Application security arguably tops the list of challenges. Security has inherently manual bottlenecks, and is unable to keep up with the pace of automated DevOps pipelines. The result is that security is often left behind, overlooked or simply ignored in the development process. Developers aren’t willing to slow innovation down today for the potential of security breaches tomorrow.
As a result, more and more applications are being shipped into production with vulnerabilities and security flaws. Today, most of the vulnerabilities are found in post-production either via red teams, bug bounty programs or siloed and irregular code analysis scans. At best, these vulnerabilities are fixed in the next version that’s shipped. At worst, your organization is making headlines for millions of personal records being breached.
However, security in the modern SDLC is becoming more symbiotic thanks to two key advancements—speed and accuracy. Overcoming these two challenges enables security to be inserted into developer workflows earlier than ever before. By automating security with every pull request, development organizations can finally embrace security without slowing down innovation.
Automation — Security at the Speed of DevOps
These days, many vendors claim to insert security into DevOps pipelines, often during the build. While it’s true that security scans may be automatically started, they still finish in siloed processes that don’t keep up with the pace of releases. We call this “automation for automation’s sake.” It does not measurably improve defect density, slow the accrual of technical debt or reduce mean time to repair (MTTR). The only value that automating this way provides is checking a box on a compliance form.
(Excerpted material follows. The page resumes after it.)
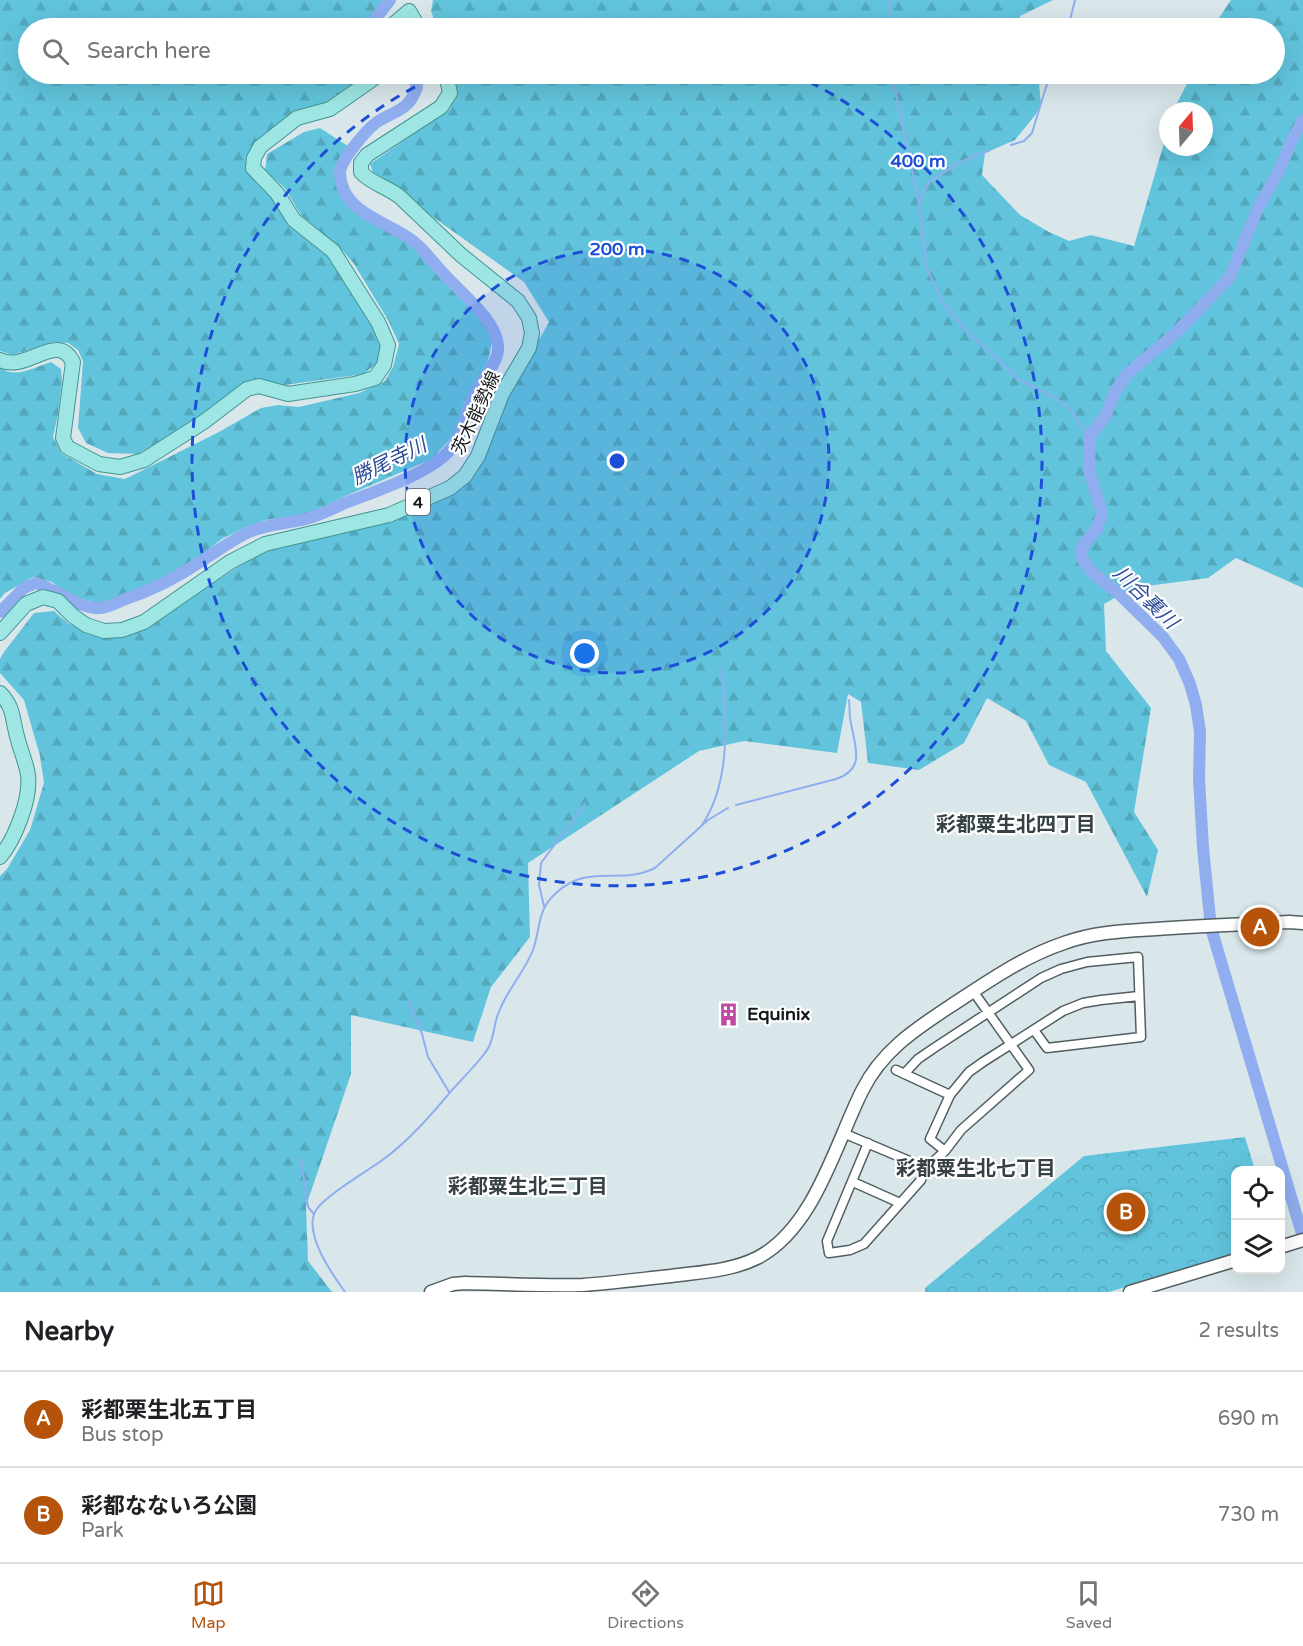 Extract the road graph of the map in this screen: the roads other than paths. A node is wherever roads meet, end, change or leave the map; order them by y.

So, how can organizations more effectively automate security quality decisions?
First, security tests and scans need to be dramatically faster. Legacy code analysis takes such a long time that many vendors recommend sacrificing comprehensiveness by scanning only differentials. Even then, they still aren’t fast enough to keep up with CI/CD. It goes without saying that organizations cannot meaningfully automate security into processes such as builds or pull requests, that take just a fraction of the time.
Second, the results need to be more reliable. The goal of security automation should be to fail insecure code. However, historically, code analysis tools are plagued by so many false positives that no code would ever pass any test. Only with reliable results can insecure code be confidently failed.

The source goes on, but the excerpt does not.